(INPUT DATA Opens)
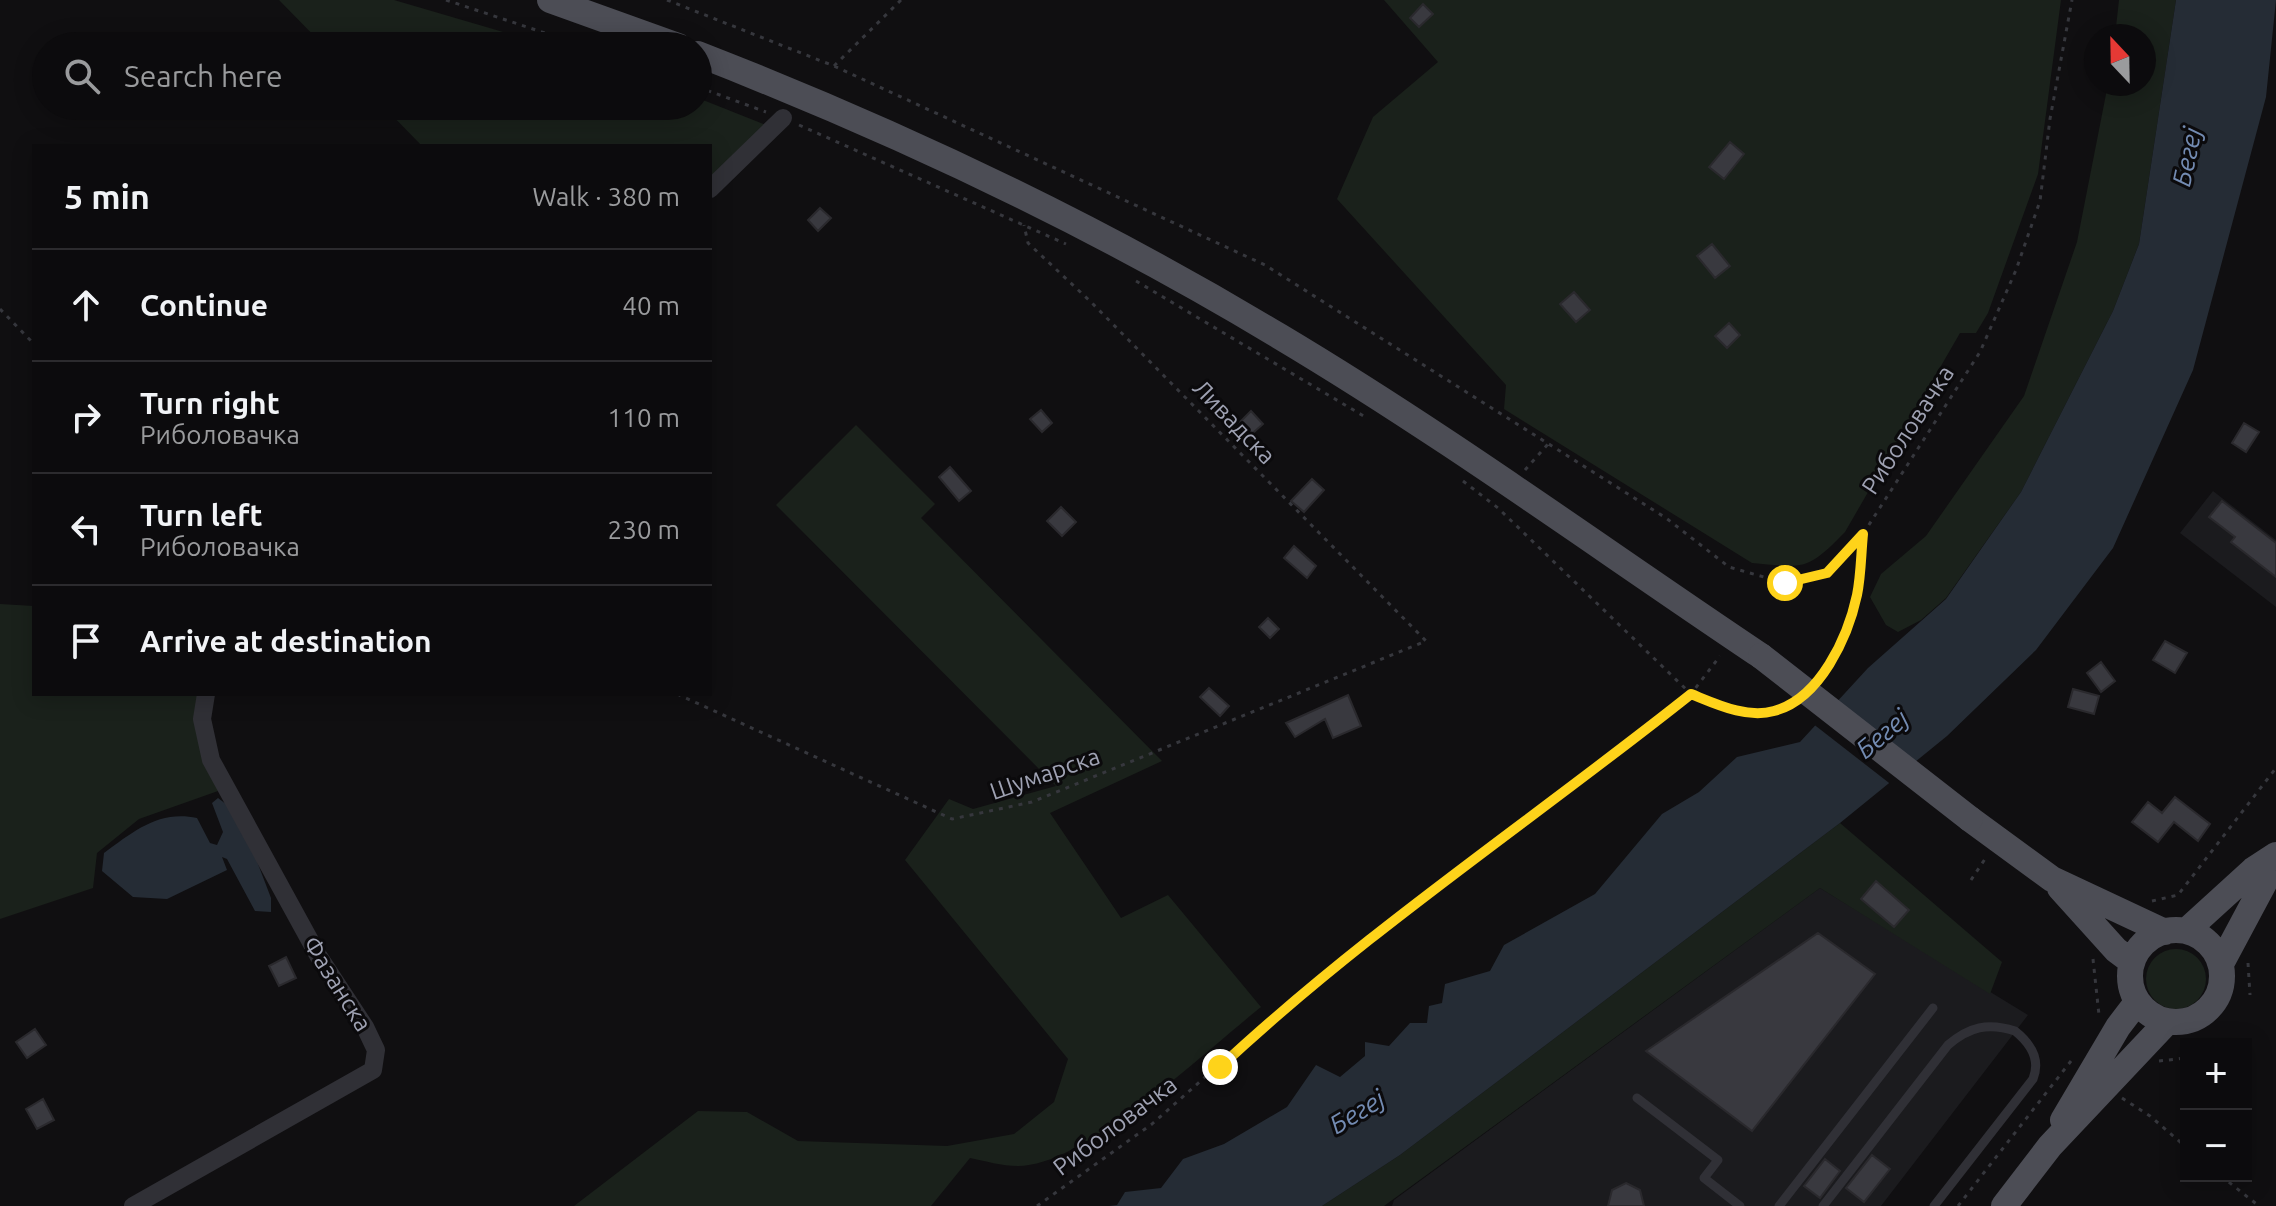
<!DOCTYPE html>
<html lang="en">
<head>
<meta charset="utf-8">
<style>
	body { margin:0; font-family:Ubuntu,sans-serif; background:#151416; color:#f1f3f6 }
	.controls { position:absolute; right:24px; bottom:24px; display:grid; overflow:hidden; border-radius:0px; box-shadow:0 4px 20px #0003 }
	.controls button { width:72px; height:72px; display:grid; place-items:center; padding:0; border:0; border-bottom:2px solid #2c2b2e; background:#0c0b0d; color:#f1f3f6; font:40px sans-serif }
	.compass { position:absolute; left:2084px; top:24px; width:72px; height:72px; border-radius:50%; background:#0c0b0d; box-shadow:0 4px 20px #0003; rotate:338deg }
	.stop { position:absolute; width:24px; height:24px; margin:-18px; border:6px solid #fed31a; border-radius:50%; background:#fff }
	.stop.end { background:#fed31a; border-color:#fff; box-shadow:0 2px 8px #0008 }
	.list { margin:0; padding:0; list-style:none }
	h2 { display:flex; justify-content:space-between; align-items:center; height:104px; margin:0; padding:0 32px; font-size:34px }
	h2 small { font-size:26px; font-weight:400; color:#9a9b9d }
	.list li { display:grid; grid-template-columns:52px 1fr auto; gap:24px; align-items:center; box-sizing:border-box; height:112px; padding:0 32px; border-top:2px solid #2c2b2e }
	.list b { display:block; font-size:30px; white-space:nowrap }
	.list p { margin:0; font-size:26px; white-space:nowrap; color:#9a9b9d }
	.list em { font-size:26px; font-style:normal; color:#9a9b9d }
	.icon { flex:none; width:44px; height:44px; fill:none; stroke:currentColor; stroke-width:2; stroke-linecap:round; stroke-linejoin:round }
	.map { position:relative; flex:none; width:2276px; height:1206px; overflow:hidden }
	.search { position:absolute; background:#0c0b0d; box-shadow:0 4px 20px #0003; left:32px; top:32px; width:680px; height:88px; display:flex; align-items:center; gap:20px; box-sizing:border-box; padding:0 28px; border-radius:44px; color:#9a9b9d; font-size:30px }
	.panel { position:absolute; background:#0c0b0d; box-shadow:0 4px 20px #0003; left:32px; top:144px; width:680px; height:552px; border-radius:0px }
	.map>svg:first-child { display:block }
</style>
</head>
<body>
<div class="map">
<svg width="2276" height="1206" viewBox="0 0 2276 1206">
	<rect width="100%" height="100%" fill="#100f11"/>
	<path fill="#1b1b1e" d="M2213,491L2276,540V607L2180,533Z
		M1820,888L2028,1015L1881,1206H1392L1394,1200Z"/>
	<path fill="#1a211b" d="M279,0H394L551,46H324Z
		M1384,0H2061L2038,174L1988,313L1976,333H1960L1845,532C1807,571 1805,568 1752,563L1504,409L1506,385L1337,199L1373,117L1438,62Z
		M2119,0H2176L2139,244L2113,311L2021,492L1946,598L1921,620L1898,632L1886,625L1870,597L1881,574L1926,536L2024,396L2077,242L2108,84H2144V36H2115Z
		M698,98L766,125L710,178V146H422L383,106H698Z
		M856,425L935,504L921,518L1162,761L1050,813L1121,918L1168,895L1261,1007C1207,1050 1085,1166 1018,1166C1002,1166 985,1161 970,1158L931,1206H574L698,1111L747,1112L798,1141L947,1146L1014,1134L1054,1102L1068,1059L905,860L949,799L973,809L1056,786L776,505Z
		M0,604L34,606V694H199L197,721L218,791L139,819L97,853L93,888L0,919Z
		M1840,823L2002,962L1990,994L1820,888L1384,1206H1322L1400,1155Z
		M2146 979a30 30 0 1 1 60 0a30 30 0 1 1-60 0Z"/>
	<path fill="#252c35" d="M2176,0H2276L2266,97L2193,370L2113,548L2036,650L1947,736L1840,823L1400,1155L1322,1206H1109L1117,1205L1125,1192L1161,1188L1183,1159L1224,1144L1287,1107L1316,1065L1340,1077L1365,1056V1042L1389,1046L1410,1023H1427L1429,1006L1442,1003L1445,984L1490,971L1504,945L1595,894L1662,814L1699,792L1737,757L1800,742L1868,668L1946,599L2021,492L2113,311L2139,244Z
		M218,798L239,814L271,898V912L255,911L227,859L222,857L227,870L167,899L133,897L102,871L104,853C134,831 159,810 197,818L210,843L217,845L223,832L212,803Z"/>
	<path fill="#100f11" d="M1833,700L1918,765L1893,786L1812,723Z"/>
	<path fill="#39393f" stroke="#2a292d" stroke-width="2" d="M1423,4L1433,14L1419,27L1410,18Z
		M1730,142L1744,154L1724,179L1709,167Z
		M820,208L831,218L818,231L808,220Z
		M1712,244L1730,266L1715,278L1697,256Z
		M1574,292L1590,310L1576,322L1560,304Z
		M1729,323L1740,335L1727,348L1715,336Z
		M1041,410L1052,423L1042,432L1030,419Z
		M1251,411L1263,424L1245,440L1234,428Z
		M2244,423L2259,432L2246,452L2232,443Z
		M950,467L971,491L959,501L939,477Z
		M1312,479L1324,490L1304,512L1291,501Z
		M2222,501L2276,543V577L2231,542L2235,537L2209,517Z
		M1061,507L1076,522L1062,536L1047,521Z
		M1294,546L1316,566L1307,578L1284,558Z
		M1268,618L1279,629L1270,638L1259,627Z
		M2165,641L2187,653L2175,673L2153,660Z
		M2101,662L2115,681L2101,692L2087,673Z
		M1209,688L1229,706L1220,716L1200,697Z
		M2073,689L2099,696L2094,714L2068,707Z
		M1348,695L1361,726L1333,738L1325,719L1295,737L1286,723Z
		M2175,797L2210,824L2198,841L2174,822L2158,842L2132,822L2148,802L2162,813Z
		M1876,881L1909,910L1894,927L1861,899Z
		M1818,933L1875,974L1752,1131L1646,1051Z
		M286,957L296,978L279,986L269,966Z
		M35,1029L46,1045L27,1058L16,1042Z
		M43,1099L54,1120L37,1129L26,1109Z
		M1872,1155L1890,1169L1864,1202L1846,1188Z
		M1825,1159L1840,1171L1820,1198L1804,1186Z
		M1626,1183L1640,1190L1644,1206H1608L1612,1190Z"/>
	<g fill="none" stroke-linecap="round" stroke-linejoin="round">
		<path stroke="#36373d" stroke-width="3" stroke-dasharray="4 6" stroke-linecap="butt" d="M446,0L584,46
			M667,0L834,66L1265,265L1666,518L1729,567L1785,583L1827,573L1863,534
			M834,66L901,0
			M698,87L766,112
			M799,125L1066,244
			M1136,281L1367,418
			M0,309L34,344
			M1525,470L1549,443
			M1463,481L1498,508L1691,694L1720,656
			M1820,674L1835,654L1857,595L1863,534L1980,352L2016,270L2040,201L2050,119L2072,0
			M677,694L952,819L1032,802L1426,641L1091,302L1028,243L1024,225
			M1971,880L1987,856
			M2152,901L2178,895L2276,768
			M2093,959L2099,1015
			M2248,963L2250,995
			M2159,1061L2186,1058
			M2122,1098L2150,1116L2186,1147
			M2221,1176L2259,1206
			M1037,1206L1152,1124L1289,1003L1410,905L1691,694C1723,706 1757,721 1789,703
			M1958,1206L2071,1061"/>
		<path stroke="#303036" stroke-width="9" d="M1637,1098L1718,1160L1704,1178L1740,1206
			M1779,1206L1933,1008
			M1823,1206L1948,1045C1969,1027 1988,1022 2015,1031C2030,1043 2041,1059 2033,1079L1934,1206"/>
		<path stroke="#303036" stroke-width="18" d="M710,189L783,118
			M133,1206L373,1070L376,1050L365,1027L319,957L211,760L202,719L206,694"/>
		<path stroke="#4c4d55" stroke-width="26" d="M550,0L678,46
			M698,54C898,132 1095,225 1279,336C1445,435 1601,549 1761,656
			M1970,819L2052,879L2165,932
			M2060,888L2116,950L2132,962
			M2130 976a46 46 0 1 1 92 0a46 46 0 1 1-92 0Z
			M2186,931L2253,870L2276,855
			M2221,964L2276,861
			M2063,1120L2118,1027L2137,1002
			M2004,1206L2050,1146L2167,1022"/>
		<path stroke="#4c4d55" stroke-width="26" d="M1761,656L1970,819"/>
	</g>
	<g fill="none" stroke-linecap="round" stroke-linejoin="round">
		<path stroke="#fed31a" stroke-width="10" d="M1220,1067C1367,930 1534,819 1691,694C1716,704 1747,719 1774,711C1820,699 1848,637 1857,595C1861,576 1861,554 1863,534L1827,573L1785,583"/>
	</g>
	<g text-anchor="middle" stroke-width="6" stroke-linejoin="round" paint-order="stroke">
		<g font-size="24" fill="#9fa2b3" stroke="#0b0a0c">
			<text transform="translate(1234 422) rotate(46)" y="8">Ливадска</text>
			<text transform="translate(1908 430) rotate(-57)" y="8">Риболовачка</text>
			<text transform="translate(1045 774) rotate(-19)" y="8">Шумарска</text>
			<text transform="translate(337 984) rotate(58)" y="8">Фазанска</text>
			<text transform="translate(1115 1126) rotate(-37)" y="8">Риболовачка</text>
		</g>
		<g font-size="26" font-style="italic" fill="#738bb2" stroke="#0b0a0c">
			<text transform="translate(2187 157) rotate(-78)" y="9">Бегеј</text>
			<text transform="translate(1882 734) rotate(-40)" y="9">Бегеј</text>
			<text transform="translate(1357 1112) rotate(-31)" y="9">Бегеј</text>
		</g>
	</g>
</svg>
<div class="controls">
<button>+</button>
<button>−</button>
</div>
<svg class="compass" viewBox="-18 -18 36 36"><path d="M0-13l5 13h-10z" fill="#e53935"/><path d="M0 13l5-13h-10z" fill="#9a9b9d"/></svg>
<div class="stop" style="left:1785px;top:583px"></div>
<div class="stop end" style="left:1220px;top:1067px"></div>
<div class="search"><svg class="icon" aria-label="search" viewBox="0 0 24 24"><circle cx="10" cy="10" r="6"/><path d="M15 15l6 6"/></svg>Search here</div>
<section class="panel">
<h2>5 min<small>Walk · 380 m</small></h2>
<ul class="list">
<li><svg class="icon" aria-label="ahead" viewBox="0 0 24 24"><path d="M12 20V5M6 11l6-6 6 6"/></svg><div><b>Continue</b></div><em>40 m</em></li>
<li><svg class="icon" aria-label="right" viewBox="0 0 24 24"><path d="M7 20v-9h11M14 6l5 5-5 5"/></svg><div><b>Turn right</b><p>Риболовачка</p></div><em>110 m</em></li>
<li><svg class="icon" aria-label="left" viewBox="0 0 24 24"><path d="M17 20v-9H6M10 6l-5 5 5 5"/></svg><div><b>Turn left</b><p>Риболовачка</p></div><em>230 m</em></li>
<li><svg class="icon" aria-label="arrive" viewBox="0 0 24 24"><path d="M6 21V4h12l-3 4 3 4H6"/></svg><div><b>Arrive at destination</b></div></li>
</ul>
</section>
</div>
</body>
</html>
(INPUT DATA Closes)
● **PROBLEM STATEMENT**
Transcribe, from the records above, the first line and every line after it up to and including the line with "margin:0; padding:0; list-style:none"; omit pictures.

● **TASK RESULT**
<!DOCTYPE html>
<html lang="en">
<head>
<meta charset="utf-8">
<style>
	body { margin:0; font-family:Ubuntu,sans-serif; background:#151416; color:#f1f3f6 }
	.controls { position:absolute; right:24px; bottom:24px; display:grid; overflow:hidden; border-radius:0px; box-shadow:0 4px 20px #0003 }
	.controls button { width:72px; height:72px; display:grid; place-items:center; padding:0; border:0; border-bottom:2px solid #2c2b2e; background:#0c0b0d; color:#f1f3f6; font:40px sans-serif }
	.compass { position:absolute; left:2084px; top:24px; width:72px; height:72px; border-radius:50%; background:#0c0b0d; box-shadow:0 4px 20px #0003; rotate:338deg }
	.stop { position:absolute; width:24px; height:24px; margin:-18px; border:6px solid #fed31a; border-radius:50%; background:#fff }
	.stop.end { background:#fed31a; border-color:#fff; box-shadow:0 2px 8px #0008 }
	.list { margin:0; padding:0; list-style:none }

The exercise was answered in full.